→ **Task description**:
In the data below, locate each line with the word "East" and list it.

___ Study material ___

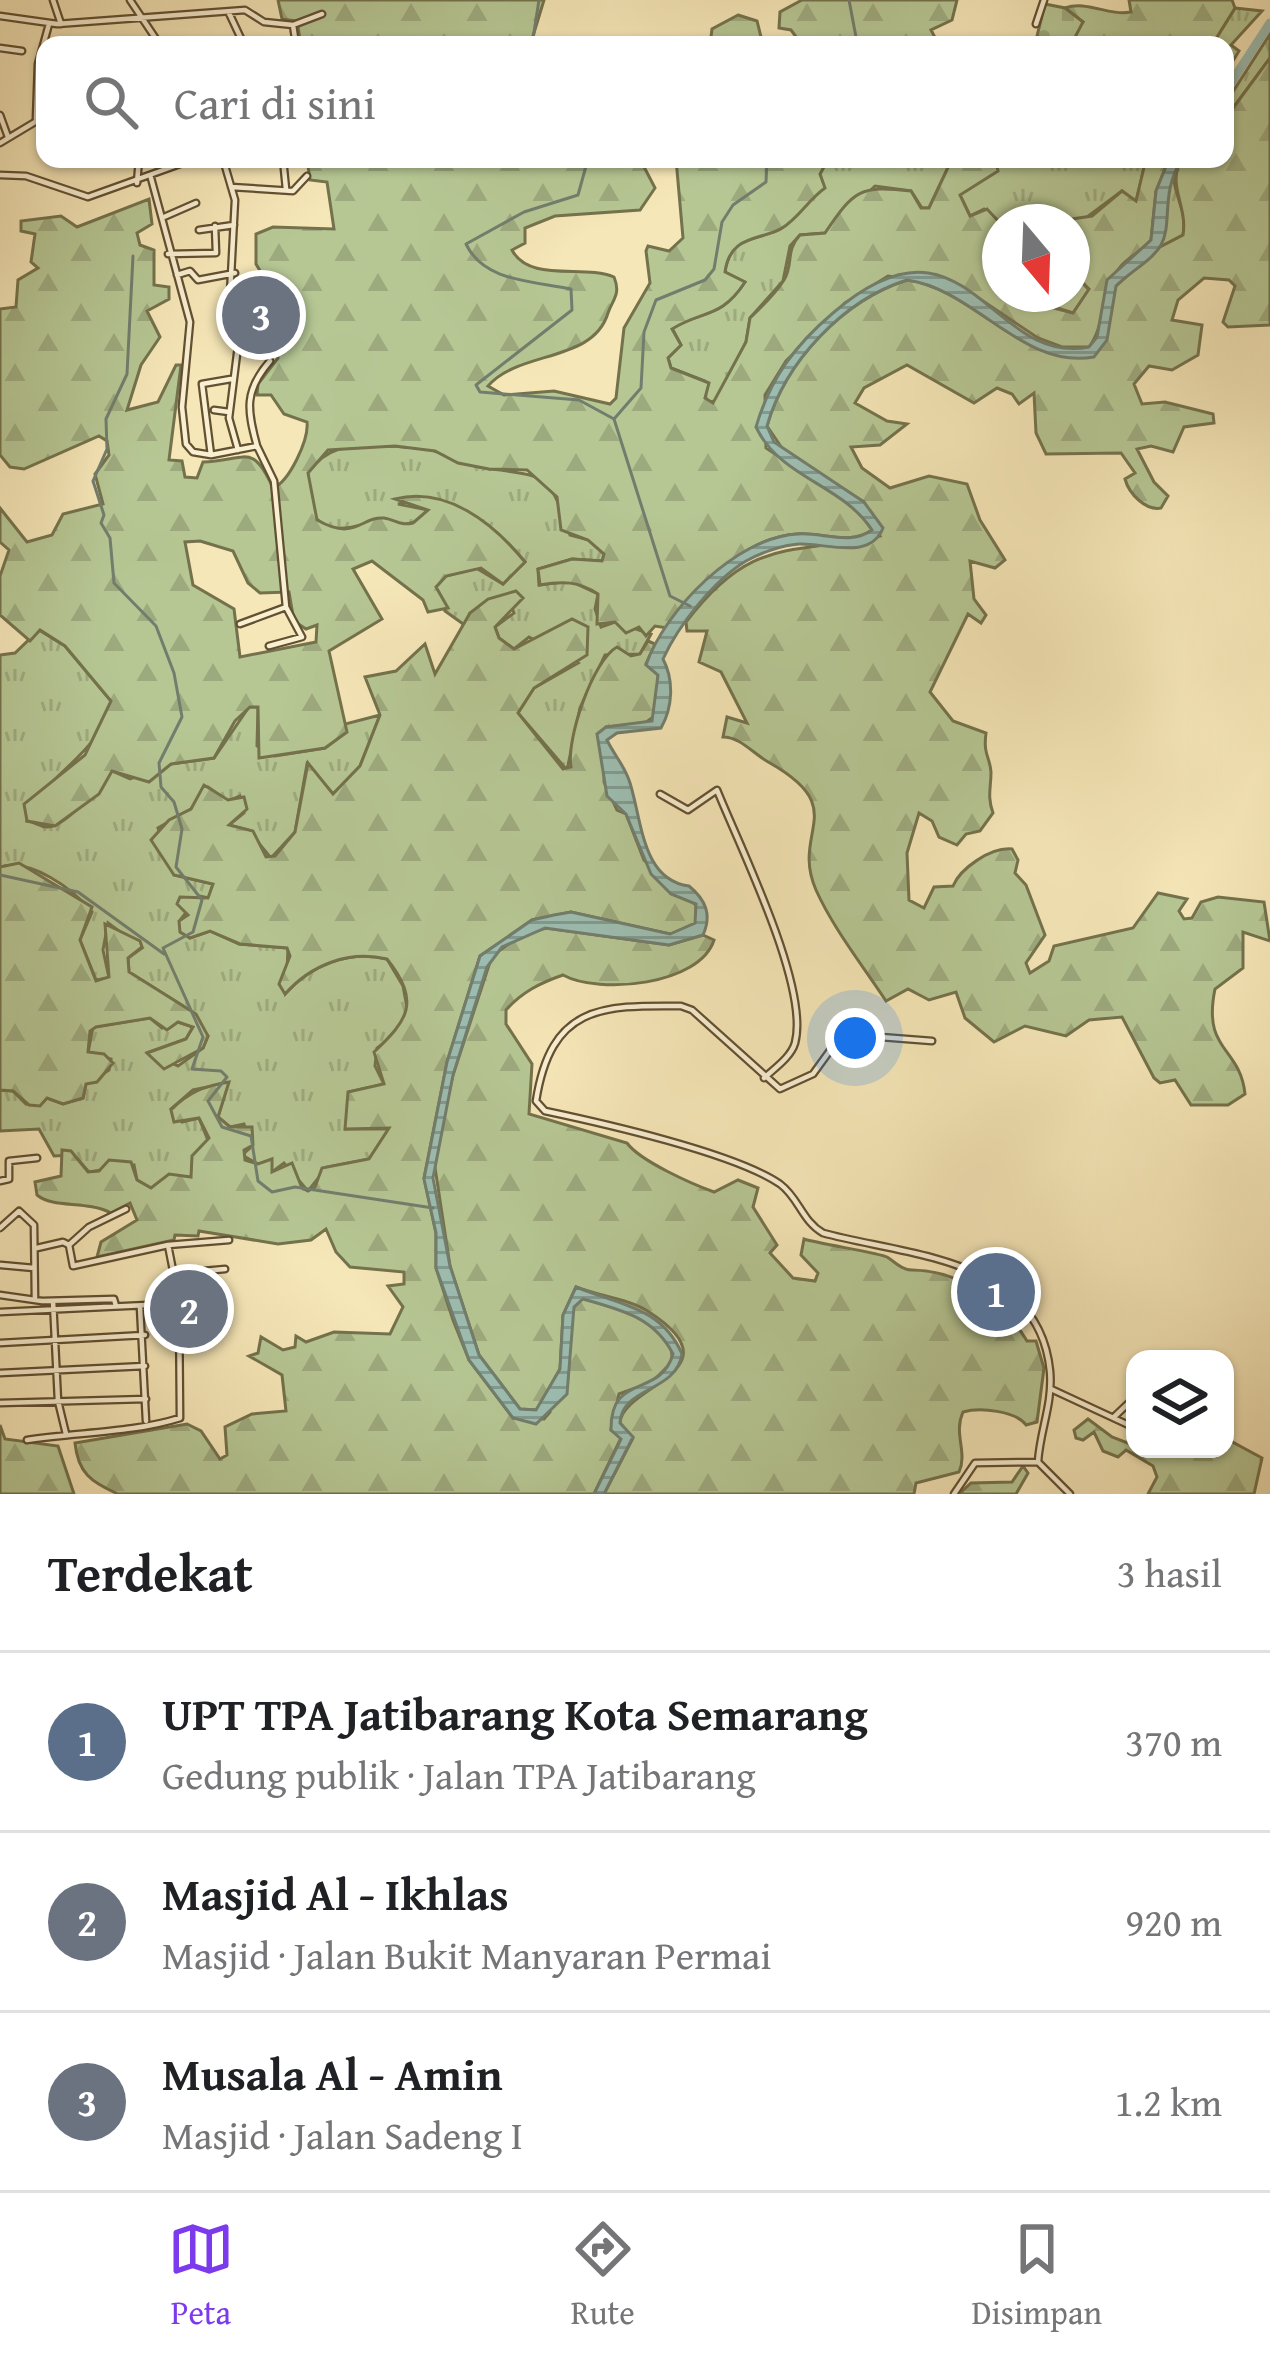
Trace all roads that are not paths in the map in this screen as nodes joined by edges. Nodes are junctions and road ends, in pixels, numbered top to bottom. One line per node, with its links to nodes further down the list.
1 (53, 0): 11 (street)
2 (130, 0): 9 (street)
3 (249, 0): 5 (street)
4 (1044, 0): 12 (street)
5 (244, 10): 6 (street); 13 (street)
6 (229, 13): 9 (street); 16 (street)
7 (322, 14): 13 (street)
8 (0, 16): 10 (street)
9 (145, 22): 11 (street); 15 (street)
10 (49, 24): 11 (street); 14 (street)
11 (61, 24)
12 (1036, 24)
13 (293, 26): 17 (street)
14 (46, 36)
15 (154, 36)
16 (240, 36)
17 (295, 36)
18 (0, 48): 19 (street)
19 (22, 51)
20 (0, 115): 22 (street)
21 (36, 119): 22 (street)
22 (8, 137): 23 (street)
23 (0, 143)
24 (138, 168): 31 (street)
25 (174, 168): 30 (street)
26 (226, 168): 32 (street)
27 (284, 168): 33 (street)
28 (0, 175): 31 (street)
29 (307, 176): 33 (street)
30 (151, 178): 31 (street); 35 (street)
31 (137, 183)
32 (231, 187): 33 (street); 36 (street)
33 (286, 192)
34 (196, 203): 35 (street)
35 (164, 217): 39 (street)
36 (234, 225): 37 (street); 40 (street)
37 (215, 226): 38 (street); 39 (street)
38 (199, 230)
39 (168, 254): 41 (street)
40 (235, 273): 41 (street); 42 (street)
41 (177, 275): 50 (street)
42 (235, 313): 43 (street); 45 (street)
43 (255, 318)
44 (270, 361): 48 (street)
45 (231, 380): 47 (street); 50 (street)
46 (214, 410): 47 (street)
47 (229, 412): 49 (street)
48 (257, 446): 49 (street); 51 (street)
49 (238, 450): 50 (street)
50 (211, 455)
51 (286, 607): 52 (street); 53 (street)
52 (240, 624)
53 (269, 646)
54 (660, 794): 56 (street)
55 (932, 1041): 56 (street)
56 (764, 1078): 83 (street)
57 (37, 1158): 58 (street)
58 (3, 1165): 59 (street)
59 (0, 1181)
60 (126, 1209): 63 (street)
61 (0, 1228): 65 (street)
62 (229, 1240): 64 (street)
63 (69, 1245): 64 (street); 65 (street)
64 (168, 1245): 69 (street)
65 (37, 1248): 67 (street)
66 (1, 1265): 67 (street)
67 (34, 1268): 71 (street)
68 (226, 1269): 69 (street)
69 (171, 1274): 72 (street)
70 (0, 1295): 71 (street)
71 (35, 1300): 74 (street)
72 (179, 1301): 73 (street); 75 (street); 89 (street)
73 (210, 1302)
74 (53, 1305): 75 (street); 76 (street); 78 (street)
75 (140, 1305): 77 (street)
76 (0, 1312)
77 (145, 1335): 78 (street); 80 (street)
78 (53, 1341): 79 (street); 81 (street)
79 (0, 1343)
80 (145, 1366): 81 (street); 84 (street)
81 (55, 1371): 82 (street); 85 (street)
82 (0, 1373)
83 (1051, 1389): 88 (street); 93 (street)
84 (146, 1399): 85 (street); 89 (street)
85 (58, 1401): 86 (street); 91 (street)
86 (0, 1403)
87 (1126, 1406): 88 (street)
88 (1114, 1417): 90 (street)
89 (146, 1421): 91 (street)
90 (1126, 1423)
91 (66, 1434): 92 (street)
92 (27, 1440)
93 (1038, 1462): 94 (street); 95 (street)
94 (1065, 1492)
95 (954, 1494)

___
___ Study material ___

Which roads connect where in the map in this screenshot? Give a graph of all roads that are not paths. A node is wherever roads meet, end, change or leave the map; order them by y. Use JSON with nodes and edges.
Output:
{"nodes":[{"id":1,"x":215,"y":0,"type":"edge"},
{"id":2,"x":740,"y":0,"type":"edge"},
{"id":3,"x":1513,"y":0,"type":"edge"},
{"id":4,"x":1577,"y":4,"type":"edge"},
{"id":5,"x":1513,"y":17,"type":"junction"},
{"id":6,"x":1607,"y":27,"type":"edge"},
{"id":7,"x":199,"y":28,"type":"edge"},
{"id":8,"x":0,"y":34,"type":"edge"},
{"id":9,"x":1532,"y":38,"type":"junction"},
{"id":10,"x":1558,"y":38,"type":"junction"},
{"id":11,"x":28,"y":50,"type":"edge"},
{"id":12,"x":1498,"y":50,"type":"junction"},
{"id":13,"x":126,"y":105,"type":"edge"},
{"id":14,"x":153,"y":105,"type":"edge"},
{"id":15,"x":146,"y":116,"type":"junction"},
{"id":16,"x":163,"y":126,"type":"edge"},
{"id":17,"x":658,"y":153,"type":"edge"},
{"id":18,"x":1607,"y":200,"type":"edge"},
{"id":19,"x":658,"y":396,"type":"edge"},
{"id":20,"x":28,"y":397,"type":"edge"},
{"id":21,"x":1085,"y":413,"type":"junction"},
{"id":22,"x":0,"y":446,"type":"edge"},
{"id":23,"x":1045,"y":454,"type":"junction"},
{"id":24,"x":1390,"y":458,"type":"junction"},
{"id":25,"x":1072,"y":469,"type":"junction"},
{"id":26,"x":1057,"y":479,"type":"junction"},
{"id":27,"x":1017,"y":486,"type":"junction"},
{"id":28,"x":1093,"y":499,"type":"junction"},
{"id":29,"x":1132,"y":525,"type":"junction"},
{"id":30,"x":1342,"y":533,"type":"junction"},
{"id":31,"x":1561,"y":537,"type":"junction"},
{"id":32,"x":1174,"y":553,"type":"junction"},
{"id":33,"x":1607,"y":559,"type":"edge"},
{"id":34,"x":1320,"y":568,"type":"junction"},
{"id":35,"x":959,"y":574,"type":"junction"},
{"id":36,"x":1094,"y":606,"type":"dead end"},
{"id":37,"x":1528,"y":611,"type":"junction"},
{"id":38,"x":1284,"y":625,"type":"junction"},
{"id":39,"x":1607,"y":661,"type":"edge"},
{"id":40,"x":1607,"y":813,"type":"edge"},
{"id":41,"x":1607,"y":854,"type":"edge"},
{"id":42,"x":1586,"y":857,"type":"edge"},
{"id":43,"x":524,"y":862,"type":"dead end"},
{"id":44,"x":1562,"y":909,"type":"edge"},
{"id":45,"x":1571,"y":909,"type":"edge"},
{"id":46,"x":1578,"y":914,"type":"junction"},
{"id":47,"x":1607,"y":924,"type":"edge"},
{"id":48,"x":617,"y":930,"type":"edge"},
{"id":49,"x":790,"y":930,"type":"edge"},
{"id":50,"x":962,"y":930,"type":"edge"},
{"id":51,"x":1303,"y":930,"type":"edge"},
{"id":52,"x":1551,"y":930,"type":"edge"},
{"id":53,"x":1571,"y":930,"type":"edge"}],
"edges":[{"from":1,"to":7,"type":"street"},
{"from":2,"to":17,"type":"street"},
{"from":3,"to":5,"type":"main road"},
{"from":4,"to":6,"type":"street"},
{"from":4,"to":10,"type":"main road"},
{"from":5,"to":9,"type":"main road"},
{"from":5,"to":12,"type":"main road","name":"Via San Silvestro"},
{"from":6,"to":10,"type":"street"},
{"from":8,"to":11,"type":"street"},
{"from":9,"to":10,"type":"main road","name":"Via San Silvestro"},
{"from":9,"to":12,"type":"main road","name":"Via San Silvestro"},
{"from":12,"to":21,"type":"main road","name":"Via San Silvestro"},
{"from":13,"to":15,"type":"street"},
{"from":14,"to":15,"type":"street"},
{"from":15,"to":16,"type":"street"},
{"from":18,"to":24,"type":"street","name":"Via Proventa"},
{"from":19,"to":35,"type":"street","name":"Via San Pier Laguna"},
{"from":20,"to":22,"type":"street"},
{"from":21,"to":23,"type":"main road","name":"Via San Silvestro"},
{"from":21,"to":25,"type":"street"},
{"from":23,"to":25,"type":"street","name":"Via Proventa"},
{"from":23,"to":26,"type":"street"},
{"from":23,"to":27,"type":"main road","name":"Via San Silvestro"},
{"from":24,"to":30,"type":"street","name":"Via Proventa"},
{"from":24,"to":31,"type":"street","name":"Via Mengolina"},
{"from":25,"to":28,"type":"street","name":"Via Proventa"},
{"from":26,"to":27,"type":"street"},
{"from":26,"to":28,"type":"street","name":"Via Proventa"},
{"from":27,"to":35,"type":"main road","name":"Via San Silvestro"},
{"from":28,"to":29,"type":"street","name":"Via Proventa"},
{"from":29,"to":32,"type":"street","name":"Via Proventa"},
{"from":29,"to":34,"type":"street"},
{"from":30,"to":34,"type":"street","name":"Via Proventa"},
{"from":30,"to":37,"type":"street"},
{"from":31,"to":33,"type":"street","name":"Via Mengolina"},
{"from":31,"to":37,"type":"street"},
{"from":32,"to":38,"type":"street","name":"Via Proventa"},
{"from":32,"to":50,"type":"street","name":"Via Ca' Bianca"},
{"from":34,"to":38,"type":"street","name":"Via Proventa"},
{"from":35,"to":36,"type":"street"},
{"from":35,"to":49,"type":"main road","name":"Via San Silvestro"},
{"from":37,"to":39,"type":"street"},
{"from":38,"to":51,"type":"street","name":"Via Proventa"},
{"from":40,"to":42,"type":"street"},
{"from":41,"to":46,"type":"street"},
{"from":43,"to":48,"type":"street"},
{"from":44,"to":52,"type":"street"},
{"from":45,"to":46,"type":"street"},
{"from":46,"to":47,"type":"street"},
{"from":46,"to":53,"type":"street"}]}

___
___ Study material ___

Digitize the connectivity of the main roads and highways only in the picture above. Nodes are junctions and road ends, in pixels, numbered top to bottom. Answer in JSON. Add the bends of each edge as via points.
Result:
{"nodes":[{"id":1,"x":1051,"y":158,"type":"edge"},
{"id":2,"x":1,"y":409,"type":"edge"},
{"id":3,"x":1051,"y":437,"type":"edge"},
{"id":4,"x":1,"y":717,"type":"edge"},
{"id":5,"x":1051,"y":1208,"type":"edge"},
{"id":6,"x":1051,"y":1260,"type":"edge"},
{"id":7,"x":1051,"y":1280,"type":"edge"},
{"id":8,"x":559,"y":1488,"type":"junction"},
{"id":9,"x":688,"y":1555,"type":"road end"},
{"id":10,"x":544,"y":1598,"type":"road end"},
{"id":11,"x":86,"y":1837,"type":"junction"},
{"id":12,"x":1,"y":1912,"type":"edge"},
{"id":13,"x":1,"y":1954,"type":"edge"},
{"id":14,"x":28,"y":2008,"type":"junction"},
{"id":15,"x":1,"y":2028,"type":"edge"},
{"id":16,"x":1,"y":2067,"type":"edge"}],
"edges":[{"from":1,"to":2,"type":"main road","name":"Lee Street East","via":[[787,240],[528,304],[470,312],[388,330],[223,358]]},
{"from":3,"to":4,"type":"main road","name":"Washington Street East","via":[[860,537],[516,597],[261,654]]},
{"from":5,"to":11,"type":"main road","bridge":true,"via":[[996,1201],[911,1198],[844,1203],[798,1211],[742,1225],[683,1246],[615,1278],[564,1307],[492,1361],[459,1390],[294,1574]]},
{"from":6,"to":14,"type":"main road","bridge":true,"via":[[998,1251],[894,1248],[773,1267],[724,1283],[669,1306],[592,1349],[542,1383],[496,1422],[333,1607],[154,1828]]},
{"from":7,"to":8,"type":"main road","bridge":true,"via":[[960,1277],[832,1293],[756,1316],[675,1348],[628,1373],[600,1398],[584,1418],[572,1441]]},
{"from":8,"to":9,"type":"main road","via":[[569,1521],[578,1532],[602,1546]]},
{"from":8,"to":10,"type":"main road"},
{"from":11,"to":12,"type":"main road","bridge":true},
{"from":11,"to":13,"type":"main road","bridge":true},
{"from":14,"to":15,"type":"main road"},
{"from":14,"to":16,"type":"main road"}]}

___

→ **Answer for the task**:
"edges":[{"from":1,"to":2,"type":"main road","name":"Lee Street East","via":[[787,240],[528,304],[470,312],[388,330],[223,358]]},
{"from":3,"to":4,"type":"main road","name":"Washington Street East","via":[[860,537],[516,597],[261,654]]},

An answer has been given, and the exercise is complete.